-- DATA --

+--

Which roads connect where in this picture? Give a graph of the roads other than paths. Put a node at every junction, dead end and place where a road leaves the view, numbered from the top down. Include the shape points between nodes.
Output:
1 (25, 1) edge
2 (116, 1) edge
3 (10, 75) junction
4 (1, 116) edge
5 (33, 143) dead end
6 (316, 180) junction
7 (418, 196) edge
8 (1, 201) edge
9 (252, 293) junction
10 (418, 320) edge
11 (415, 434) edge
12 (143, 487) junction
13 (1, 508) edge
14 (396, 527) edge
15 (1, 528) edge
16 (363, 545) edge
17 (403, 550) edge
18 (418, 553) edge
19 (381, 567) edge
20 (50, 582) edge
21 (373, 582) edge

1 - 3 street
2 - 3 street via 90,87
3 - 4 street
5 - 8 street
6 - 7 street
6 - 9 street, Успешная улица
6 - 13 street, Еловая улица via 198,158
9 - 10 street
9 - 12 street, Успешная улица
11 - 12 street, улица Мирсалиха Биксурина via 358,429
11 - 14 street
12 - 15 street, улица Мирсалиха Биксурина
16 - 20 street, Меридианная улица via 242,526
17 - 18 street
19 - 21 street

+--

-- PROBLEM TO SOLVE --
Write the data out once more. Keep every word the same.

-- YOUR SOLUTION --
Which roads connect where in this picture? Give a graph of the roads other than paths. Put a node at every junction, dead end and place where a road leaves the view, numbered from the top down. Include the shape points between nodes.
Output:
1 (25, 1) edge
2 (116, 1) edge
3 (10, 75) junction
4 (1, 116) edge
5 (33, 143) dead end
6 (316, 180) junction
7 (418, 196) edge
8 (1, 201) edge
9 (252, 293) junction
10 (418, 320) edge
11 (415, 434) edge
12 (143, 487) junction
13 (1, 508) edge
14 (396, 527) edge
15 (1, 528) edge
16 (363, 545) edge
17 (403, 550) edge
18 (418, 553) edge
19 (381, 567) edge
20 (50, 582) edge
21 (373, 582) edge

1 - 3 street
2 - 3 street via 90,87
3 - 4 street
5 - 8 street
6 - 7 street
6 - 9 street, Успешная улица
6 - 13 street, Еловая улица via 198,158
9 - 10 street
9 - 12 street, Успешная улица
11 - 12 street, улица Мирсалиха Биксурина via 358,429
11 - 14 street
12 - 15 street, улица Мирсалиха Биксурина
16 - 20 street, Меридианная улица via 242,526
17 - 18 street
19 - 21 street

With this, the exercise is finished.